AIDASoft / podio

PODIO
GNU General Public License v3.0
23 stars 57 forks source link

Add a parameter `cloneRelations` for `clone` to be able not to clone the collections #609

Closed jmcarcell closed 2 months ago

jmcarcell commented 3 months ago

BEGINRELEASENOTES

ENDRELEASENOTES

See this comment and this comment

jmcarcell commented 3 months ago

I would argue this is intended behavior. Cloning specifically only copies the data and leaves the relations alone. Hence, it is technically user responsibility to fix up the relations. Mainly because there is no way to solve this in all generality.

The workflow for keeping the relations as they are in a cloned collection seems too complicated then:

This makes merging collections and wanting to use them as if they were "original" ones quite cumbersome, no?

Allowing the pointers to be different allows an original and cloned object to diverge and still compare to true, even if the data is the same (which is not checked for in the PR but probably should) then the relations could be different.

I am also not entirely sure if the tests would still be working if they are done with the immutable objects. Because in that case clone default initializes the ObjectID, which is {untracked, untracked}.

This I didn't understand but I made some changes in unittest.cpp for untracked objects outside of collections.

tmadlener commented 3 months ago
  • Create a new collection without cloning the elements (we will need to update the relations and we can't remove stuff from there if they are cloned), so with new empty elements where we will have to copy manually all the data and all the other relations except the one we're updating

That is a good point, actually. I didn't think of that. So we would definitely need the possibility for the Mutable types to change their relations, resp. clear them, so that at leas the data is easily clone-able, and then relation fixing is actually possible. Potentially, we can give clone a parameter that just hands back new objects with empty relations as well to make things a bit more usable if necessary.
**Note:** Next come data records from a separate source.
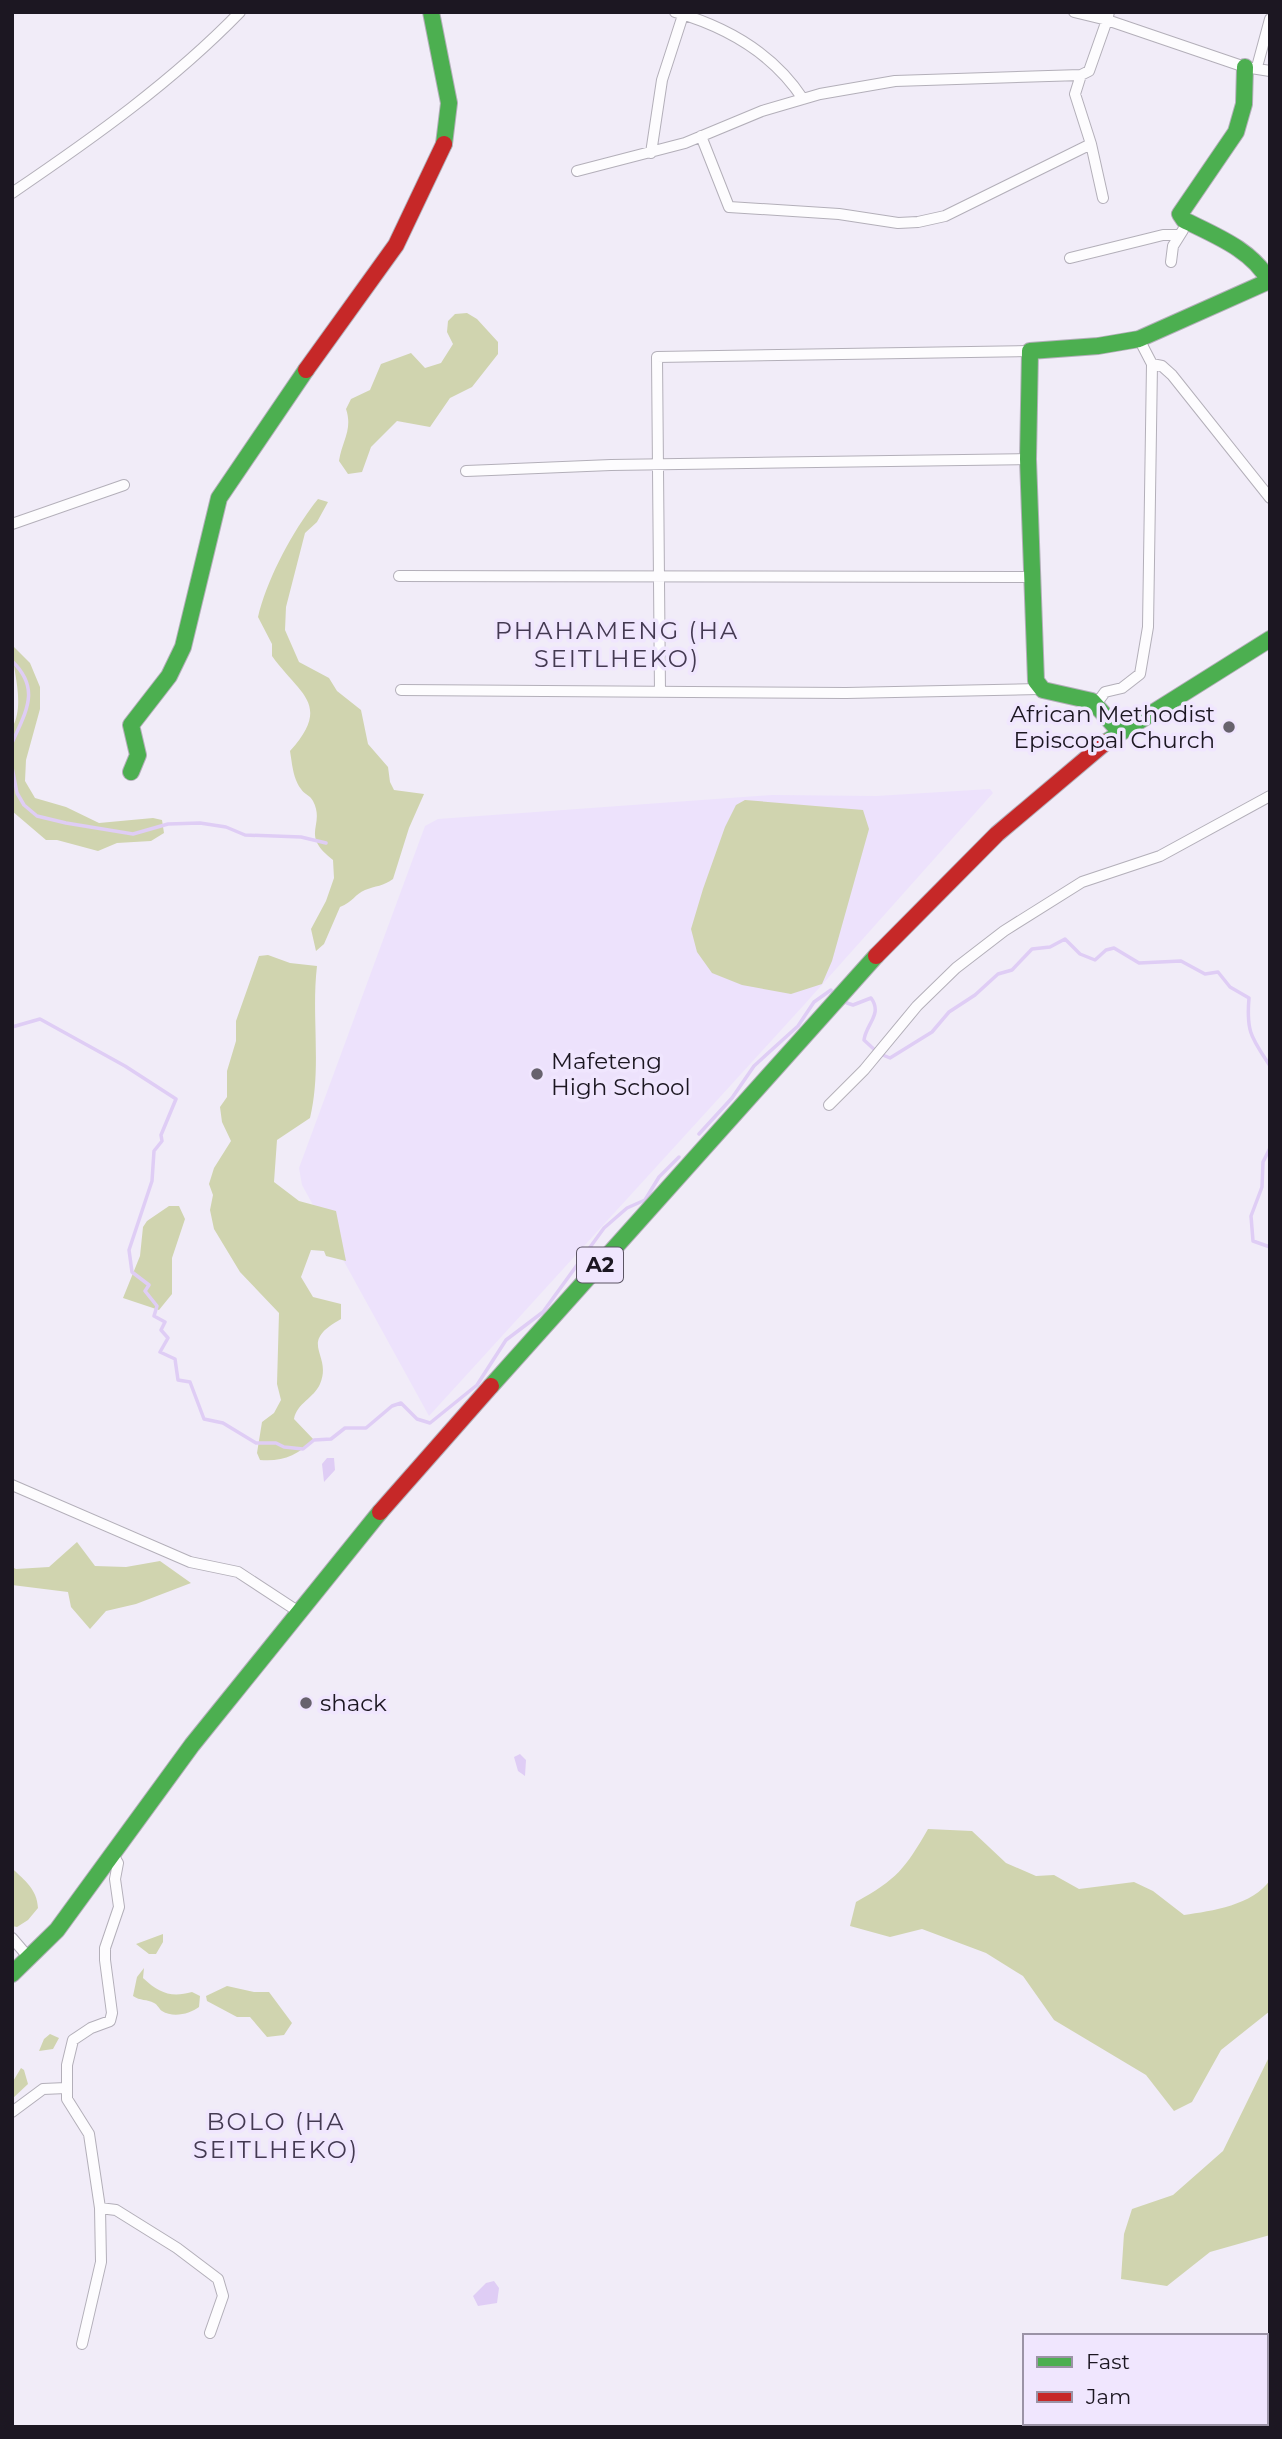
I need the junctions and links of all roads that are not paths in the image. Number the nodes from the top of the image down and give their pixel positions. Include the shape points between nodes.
1 (240, 12) edge
2 (431, 12) edge
3 (1074, 12) edge
4 (679, 13) edge
5 (1108, 16) edge
6 (1270, 19) edge
7 (1251, 67) junction
8 (1270, 71) edge
9 (1081, 75) junction
10 (803, 99) junction
11 (701, 136) junction
12 (1091, 145) junction
13 (651, 153) junction
14 (578, 172) dead end
15 (12, 192) edge
16 (1103, 198) dead end
17 (1183, 229) junction
18 (1070, 258) dead end
19 (1171, 262) dead end
20 (1269, 281) edge
21 (1139, 339) junction
22 (1030, 351) junction
23 (1152, 364) junction
24 (1028, 460) junction
25 (658, 464) junction
26 (466, 471) dead end
27 (124, 485) dead end
28 (1270, 498) edge
29 (12, 524) edge
30 (399, 576) dead end
31 (1031, 577) junction
32 (659, 578) junction
33 (1270, 639) edge
34 (1040, 689) junction
35 (401, 690) dead end
36 (660, 692) junction
37 (1097, 703) junction
38 (1119, 731) junction
39 (131, 772) dead end
40 (1270, 796) edge
41 (829, 1105) dead end
42 (12, 1485) edge
43 (299, 1612) junction
44 (112, 1853) junction
45 (12, 1938) edge
46 (30, 1959) junction
47 (12, 1974) edge
48 (66, 2088) junction
49 (12, 2112) edge
50 (100, 2208) junction
51 (210, 2333) dead end
52 (82, 2344) dead end

1 - 15 street via 147,96
2 - 39 main road via 449,103 443,150 396,245 287,394 219,498 183,647 169,676 131,725 138,755
3 - 5 street
4 - 10 street via 733,33 772,61
4 - 13 street via 662,80
5 - 7 street
5 - 9 street via 1089,71
6 - 7 street
7 - 8 street
7 - 17 main road via 1237,132 1182,207
9 - 10 street via 895,81
9 - 12 street via 1075,94
10 - 11 street
11 - 12 street via 729,207 898,223 945,216
11 - 13 street
12 - 16 street
13 - 14 street
17 - 18 street
17 - 19 street
17 - 20 main road via 1254,261
20 - 21 main road
21 - 22 main road
21 - 23 street
22 - 24 main road
22 - 25 street via 657,358
23 - 28 street via 1172,374
23 - 37 street via 1148,627 1140,674 1122,688 1105,692
24 - 25 street
24 - 31 main road
25 - 26 street
25 - 32 street
27 - 29 street
30 - 32 street
31 - 32 street
31 - 34 main road
32 - 36 street
33 - 38 main road, A2
34 - 36 street
34 - 37 main road via 1080,694
35 - 36 street
37 - 38 main road
38 - 43 main road, A2 via 997,834 891,940 453,1426
40 - 41 street via 1160,856 1082,882 1004,931 927,996
42 - 43 street via 190,1562 238,1572
43 - 44 main road, A2
44 - 46 main road, A2 via 88,1891
44 - 48 street via 118,1863 119,1907 105,1948 112,2013 110,2021 74,2040
45 - 46 street
46 - 47 main road, A2
48 - 49 street via 43,2089
48 - 50 street via 67,2099 89,2134
50 - 51 street via 116,2210 218,2279 223,2296
50 - 52 street via 101,2262

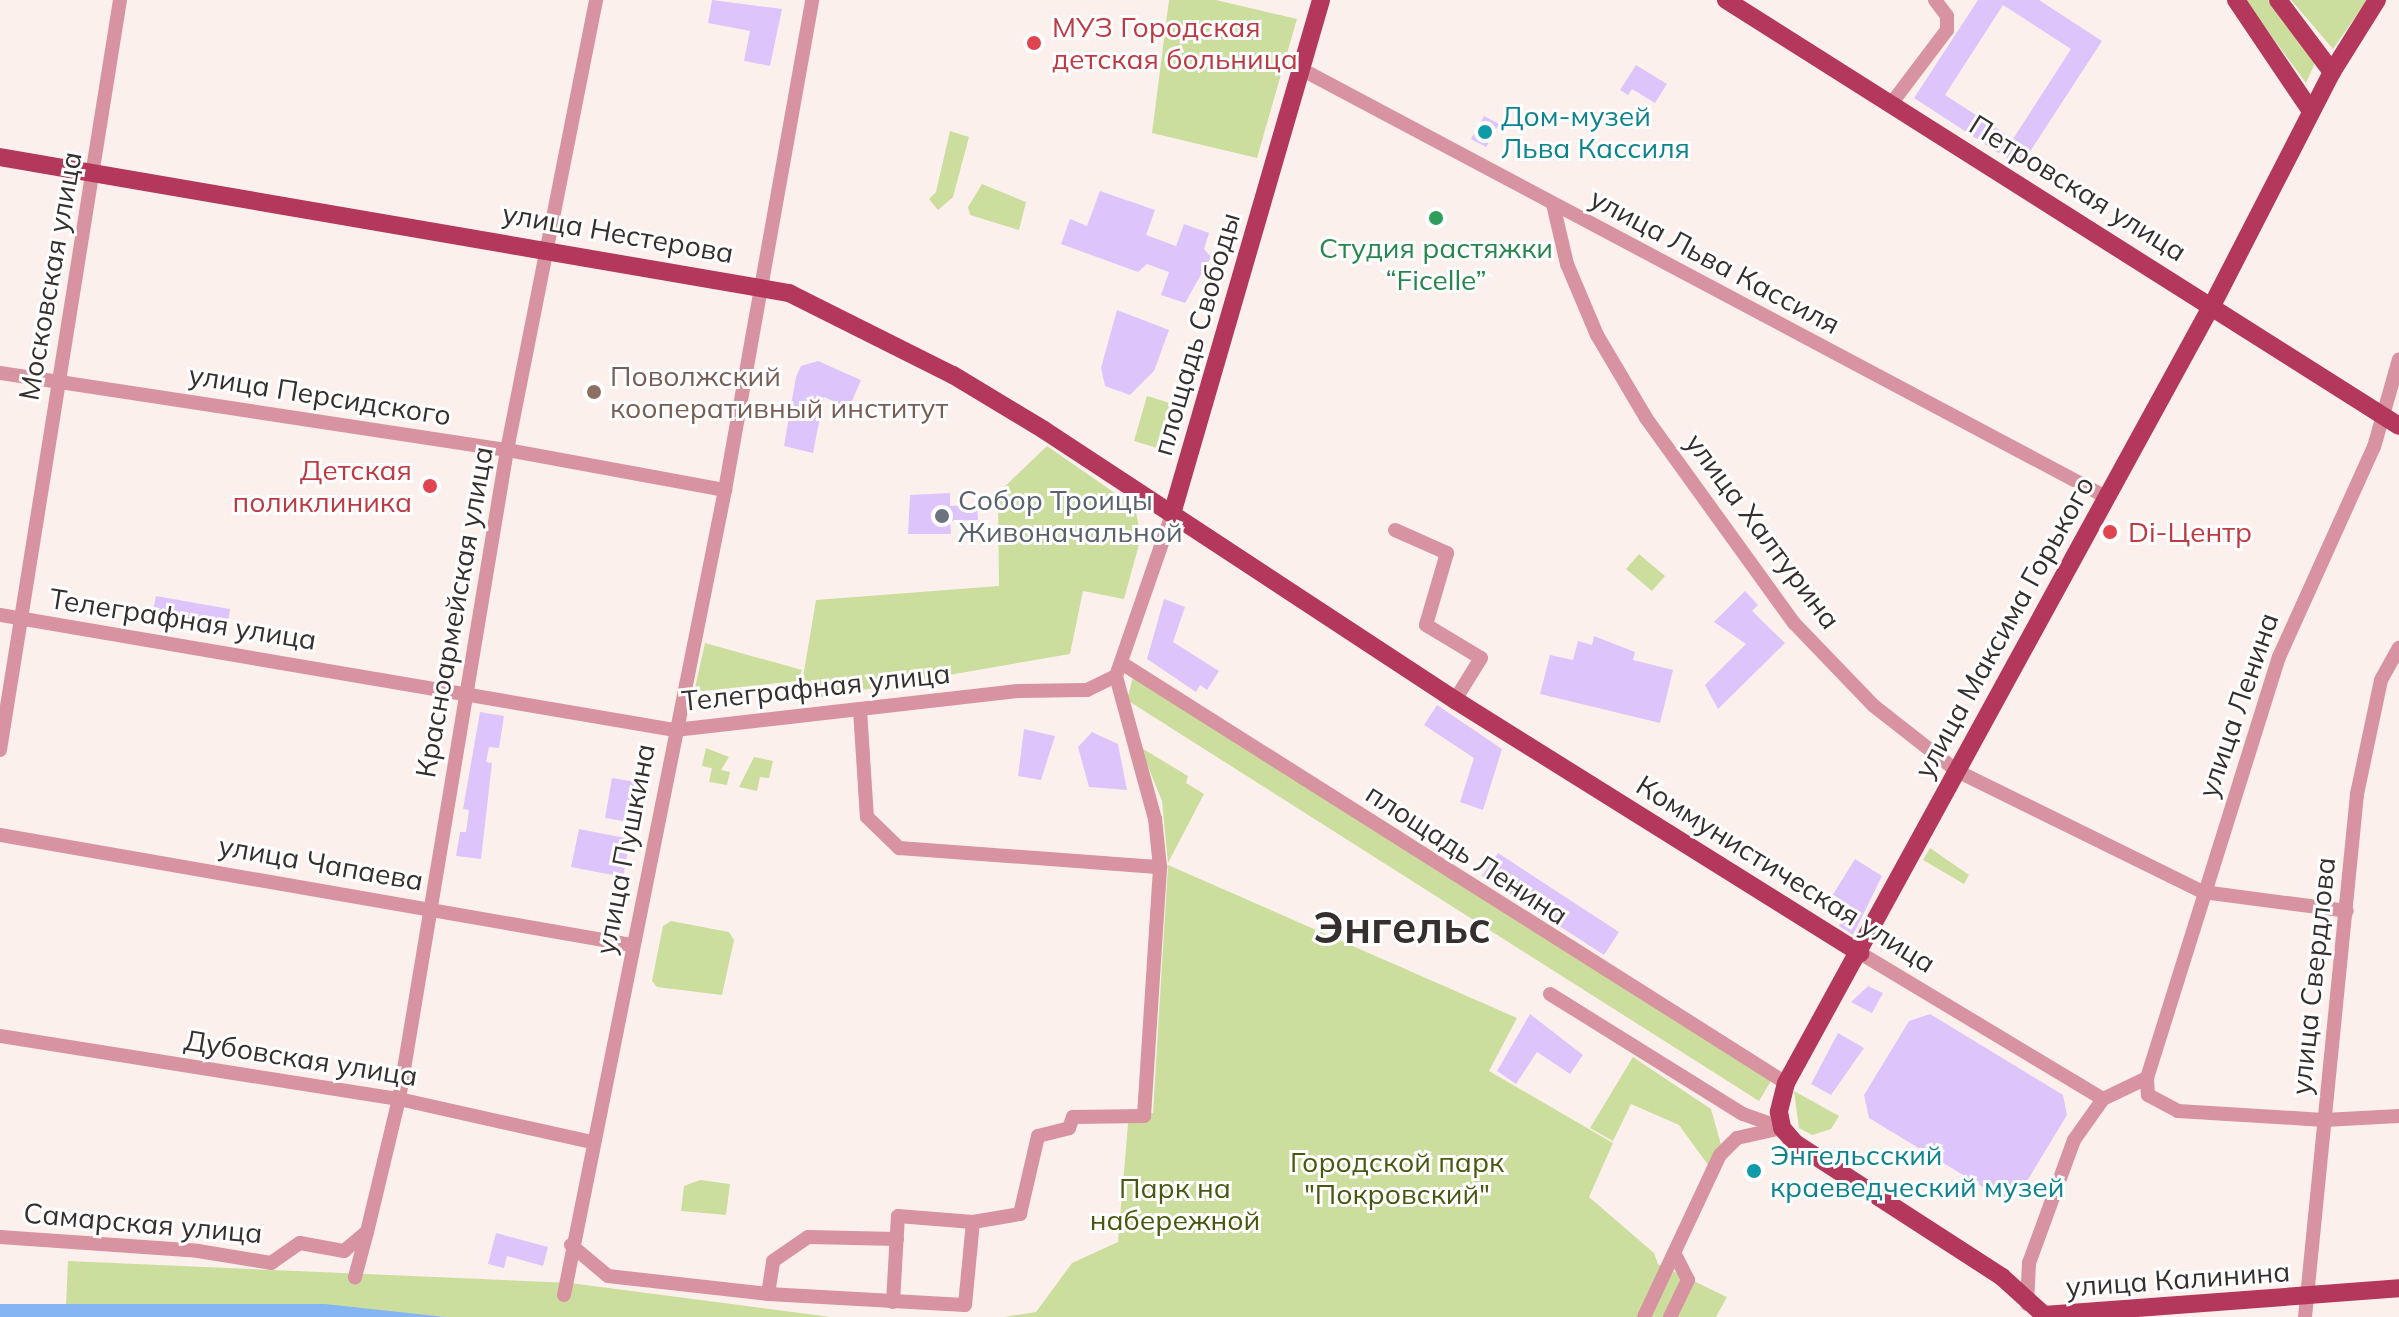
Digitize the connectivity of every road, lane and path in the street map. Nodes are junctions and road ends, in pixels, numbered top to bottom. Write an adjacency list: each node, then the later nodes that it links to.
1 (120, 0): 15 (street, Московская улица)
2 (596, 0): 17 (street, Красноармейская улица)
3 (812, 0): 18 (street)
4 (1321, 0): 10 (main road, площадь Свободы)
5 (1935, 0): 12 (street)
6 (2236, 0): 13 (main road)
7 (2278, 0): 11 (main road)
8 (2377, 0): 11 (main road, улица Максима Горького)
9 (1734, 2): 12 (main road, Петровская улица)
10 (1301, 69): 16 (street, улица Льва Кассиля); 27 (main road, площадь Свободы)
11 (2332, 72): 13 (main road, улица Максима Горького)
12 (1891, 104): 19 (main road, Петровская улица)
13 (2311, 111): 19 (main road, улица Максима Горького)
14 (0, 157): 15 (main road, улица Нестерова)
15 (95, 173): 17 (main road, улица Нестерова); 22 (street, Московская улица)
16 (1553, 204): 26 (street, улица Льва Кассиля); 38 (street, улица Халтурина)
17 (548, 249): 18 (main road, улица Нестерова); 24 (street, Красноармейская улица)
18 (758, 286): 25 (street, улица Пушкина); 27 (main road, улица Нестерова)
19 (2212, 305): 23 (main road, Петровская улица); 26 (main road, улица Максима Горького)
20 (2399, 359): 23 (street, улица Ленина)
21 (0, 373): 22 (street, улица Персидского)
22 (58, 382): 24 (street, улица Персидского); 30 (street, Московская улица)
23 (2392, 421): 41 (street, улица Ленина)
24 (507, 450): 25 (street, улица Персидского); 33 (street, Красноармейская улица)
25 (725, 490): 36 (street, улица Пушкина)
26 (2106, 497): 38 (main road, улица Максима Горького)
27 (1172, 514): 32 (street, площадь Свободы); 34 (main road, Коммунистическая улица)
28 (1395, 530): 34 (street)
29 (0, 615): 30 (street, Телеграфная улица)
30 (23, 619): 33 (street, Телеграфная улица); 37 (street, Московская улица)
31 (2399, 648): 43 (street, улица Свердлова)
32 (1119, 670): 35 (street, Телеграфная улица); 40 (street); 49 (street, площадь Ленина)
33 (467, 692): 36 (street, Телеграфная улица); 42 (street, Красноармейская улица)
34 (1455, 700): 45 (main road, Коммунистическая улица)
35 (860, 710): 36 (street, Телеграфная улица); 40 (street)
36 (675, 730): 44 (street, улица Пушкина)
37 (0, 750)
38 (1957, 771): 41 (street, улица Халтурина); 45 (main road, улица Максима Горького)
39 (0, 835): 42 (street, улица Чапаева)
40 (1160, 867): 56 (street)
41 (2203, 892): 43 (street, улица Халтурина); 48 (street, улица Ленина)
42 (429, 908): 44 (street, улица Чапаева); 50 (street, Красноармейская улица)
43 (2347, 911): 53 (street, улица Свердлова)
44 (632, 945): 55 (street, улица Пушкина)
45 (1860, 953): 49 (main road, улица Максима Горького); 51 (street, Коммунистическая улица)
46 (1550, 994): 54 (street)
47 (0, 1036): 50 (street, Дубовская улица)
48 (2147, 1078): 51 (street); 53 (street)
49 (1786, 1083): 54 (main road, улица Максима Горького)
50 (399, 1099): 55 (street, Дубовская улица); 57 (street, Красноармейская улица)
51 (2103, 1099): 68 (street)
52 (2399, 1116): 53 (street)
53 (2324, 1120): 66 (street, улица Свердлова)
54 (1782, 1128): 61 (street); 68 (main road, улица Калинина)
55 (592, 1142): 60 (street, улица Пушкина)
56 (973, 1222): 59 (street); 67 (street)
57 (367, 1232): 58 (street, Самарская улица); 62 (street)
58 (0, 1237)
59 (897, 1239): 64 (street); 67 (street)
60 (571, 1245): 64 (street); 65 (street, улица Пушкина)
61 (1674, 1253): 69 (street); 70 (street)
62 (355, 1277)
63 (2399, 1288): 66 (main road, улица Калинина)
64 (768, 1294): 67 (street)
65 (564, 1295)
66 (2306, 1298): 68 (main road, улица Калинина); 71 (street, улица Свердлова)
67 (893, 1302)
68 (2027, 1304)
69 (1644, 1317)
70 (1670, 1317)
71 (2305, 1317)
I think if the purpose is to clone a complete collection, then the functionality should be implemented on the collection level, no? E.g. if you clone a Track collection, and a TrackerHit collection, to which TrackerHit collection should the cloned tracks point? I am not sure there is a generally true answer here. And in that case, I would prefer to have the option to choose what I actually want to do.

MCParticle might be a special case here because usually there is exactly one of those per event and it is self-contained, so cloning that can be handled accordingly. However, that would then belong to the EDM and not in podio, because podio can't know about these special cases.

Allowing the pointers to be different allows an original and cloned object to diverge and still compare to true, even if the data is the same (which is not checked for in the PR but probably should) then the relations could be different.

This will just make things extremely complicated I think, because you have to keep track of quite a few things. Currently the user facing classes are rather simple handles and as long as the m_obj pointer is the same, you can be sure that they actually handle the same data (and relations). If we open that up comparisons become rather expensive because we have to compare everything, effectively. And since the m_obj pointers use user facing handles for the relation handling this will potentially create a rather large graph that you have to check.

I am also not entirely sure if the tests would still be working if they are done with the immutable objects. Because in that case clone default initializes the ObjectID, which is {untracked, untracked}.

This I didn't understand but I made some changes in unittest.cpp for untracked objects outside of collections.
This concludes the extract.